Add in right-to-buy (which is being extended yet again) and housing shortages increase to the detriment of those seeking secure housing with all taxpayers having to fork out large sums to private landlords to compensate for the shortfall in public housing.
Yet alternatives do exist in expanding social housing numbers, and Greenwich Council have been very slow to utilise them.
I’ve previously covered how Greenwich Council have enacted a policy of buying homes off the market using Right to Buy income which is the least cost-effective means of widening housing stock according to their own calculations.
The alternative the council listed was partnering with Housing Associations at a third of the cost per additional home or building outright at two-thirds of the cost.
The unused option
But another outlet exists, and this is one Greenwich Council have failed to exploit nor mention in previous council reports. Given the cap on local authorities building homes outright, some local authorities have established an arms-length company to develop housing which can bypass caps. All profits from these companies can then be re-invested in housing.
Over the Thames in Newham, to give one example, the council created Red Door Ventures. This has flown out of the blocks with numerous high density housing plans. Just last week a another round of schemes, totalling many hundreds of homes, was approved.
Newham have been extremely pro-active in a number of areas related to housing. They were one of the first to enact a comprehensive landlord registry process. This has revealed that up to half of all landlords have failed to declare which could be costing £200 million in revenue, and that’s just in one borough.
Greenwich Council in comparison have been very lethargic, both in building new homes and regulating private lettings. They did establish Meridian Housing back in 2010, which is an arms-length company, yet its record over seven years has been almost non-existent.
When Greenwich Council have built homes over the past few years they have made bizarre decisions such as building bungalows in a spot 20 seconds walk from a Zone 2 DLR station – Elverson Road. Given the severe housing need it’s a gross underutilisation of land.
Borrowing caps may have prevented more units so a transfer/sale to Meridian Homes would have made more sense.
Meridian Housing has belatedly started plans to build on other sites but it’s all very small-scale stuff. Mostly two or three story housing. Nothing on the scale or ambition of Red Door Housing.
If Meridian Housing had been in full swing five years ago we wouldn’t now have the situation of vast sums buying homes off the market at very high cost.
And even with those mistakes now coming home to roost, very slow processes in the council continue.

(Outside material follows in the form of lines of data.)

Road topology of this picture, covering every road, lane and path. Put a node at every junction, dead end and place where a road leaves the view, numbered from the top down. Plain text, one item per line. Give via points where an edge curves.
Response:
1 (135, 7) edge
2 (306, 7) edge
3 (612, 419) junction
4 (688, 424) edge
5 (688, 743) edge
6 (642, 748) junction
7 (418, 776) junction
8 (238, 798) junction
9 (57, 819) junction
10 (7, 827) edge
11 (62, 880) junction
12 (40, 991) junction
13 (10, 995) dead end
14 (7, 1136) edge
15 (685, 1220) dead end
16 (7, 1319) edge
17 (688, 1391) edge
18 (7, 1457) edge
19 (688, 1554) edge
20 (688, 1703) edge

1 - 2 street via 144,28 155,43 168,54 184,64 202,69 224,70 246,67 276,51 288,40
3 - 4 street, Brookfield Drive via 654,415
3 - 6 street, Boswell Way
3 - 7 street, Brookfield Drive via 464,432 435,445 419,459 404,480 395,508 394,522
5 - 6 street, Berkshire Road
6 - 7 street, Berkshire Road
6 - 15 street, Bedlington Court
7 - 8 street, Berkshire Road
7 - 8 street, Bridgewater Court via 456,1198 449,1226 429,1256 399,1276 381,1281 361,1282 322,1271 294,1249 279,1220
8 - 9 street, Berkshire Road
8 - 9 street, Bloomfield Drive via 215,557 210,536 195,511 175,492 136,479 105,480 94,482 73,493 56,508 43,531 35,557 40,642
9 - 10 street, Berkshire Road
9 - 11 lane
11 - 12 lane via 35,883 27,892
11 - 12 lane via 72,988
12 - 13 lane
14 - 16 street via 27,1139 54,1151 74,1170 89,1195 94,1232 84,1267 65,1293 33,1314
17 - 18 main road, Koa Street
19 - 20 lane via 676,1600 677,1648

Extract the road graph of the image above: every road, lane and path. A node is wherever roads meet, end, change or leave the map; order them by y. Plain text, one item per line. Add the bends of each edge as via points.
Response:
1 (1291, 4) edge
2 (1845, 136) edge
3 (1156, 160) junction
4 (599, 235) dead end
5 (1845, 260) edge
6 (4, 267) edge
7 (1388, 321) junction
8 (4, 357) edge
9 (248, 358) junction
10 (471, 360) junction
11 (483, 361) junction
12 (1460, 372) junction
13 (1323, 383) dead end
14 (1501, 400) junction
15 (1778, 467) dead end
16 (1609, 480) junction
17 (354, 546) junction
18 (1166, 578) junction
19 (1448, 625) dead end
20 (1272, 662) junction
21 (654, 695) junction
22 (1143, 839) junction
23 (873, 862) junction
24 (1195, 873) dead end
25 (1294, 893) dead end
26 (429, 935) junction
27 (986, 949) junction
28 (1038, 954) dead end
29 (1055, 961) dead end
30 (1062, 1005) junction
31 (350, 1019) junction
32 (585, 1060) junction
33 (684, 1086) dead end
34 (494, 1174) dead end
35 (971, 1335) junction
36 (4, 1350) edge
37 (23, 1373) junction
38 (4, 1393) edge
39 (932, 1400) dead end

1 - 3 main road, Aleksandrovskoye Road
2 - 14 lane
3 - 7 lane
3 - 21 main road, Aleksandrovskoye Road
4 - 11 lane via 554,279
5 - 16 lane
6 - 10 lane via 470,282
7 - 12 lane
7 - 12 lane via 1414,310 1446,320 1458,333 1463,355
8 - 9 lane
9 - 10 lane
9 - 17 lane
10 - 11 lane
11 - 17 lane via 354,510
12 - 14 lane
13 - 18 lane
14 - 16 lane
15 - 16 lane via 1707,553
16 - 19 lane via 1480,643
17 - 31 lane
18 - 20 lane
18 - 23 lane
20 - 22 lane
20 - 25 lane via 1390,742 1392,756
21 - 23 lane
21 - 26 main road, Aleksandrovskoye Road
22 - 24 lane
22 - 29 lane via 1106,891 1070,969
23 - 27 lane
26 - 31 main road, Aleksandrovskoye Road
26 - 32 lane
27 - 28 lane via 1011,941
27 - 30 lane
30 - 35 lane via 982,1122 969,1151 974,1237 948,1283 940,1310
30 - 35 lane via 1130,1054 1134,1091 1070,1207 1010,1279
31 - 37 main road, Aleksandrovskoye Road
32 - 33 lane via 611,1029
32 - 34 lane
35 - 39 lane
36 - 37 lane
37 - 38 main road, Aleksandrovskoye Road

Greenwich Council own a number of sites that can be utilised by Meridian Housing to build. Garage sites are one such element. Yet the council havn’t even agreed to consult on these sites having postponed the decision at least a dozen times over more than two years:
Just last month they decided to replace garages in Greenwich with a like-for-like replacement. Most other councils would build much-needed homes instead, and if garages were absolutely essential for local disabled residents and/or parents they could be included below new homes.
Policies could be enacted so that new residents couldn’t park below. Disabled people wouldn’t be housed in the new-builds.
When the Greenwich Councillor in charge of housing was asked about the lack of consultation on garage sites they claimed consultation was underway. Really? That contradicts their own Forward Plan and I havn’t seen any listed on their consultation portal nor publicised on Twitter or the website.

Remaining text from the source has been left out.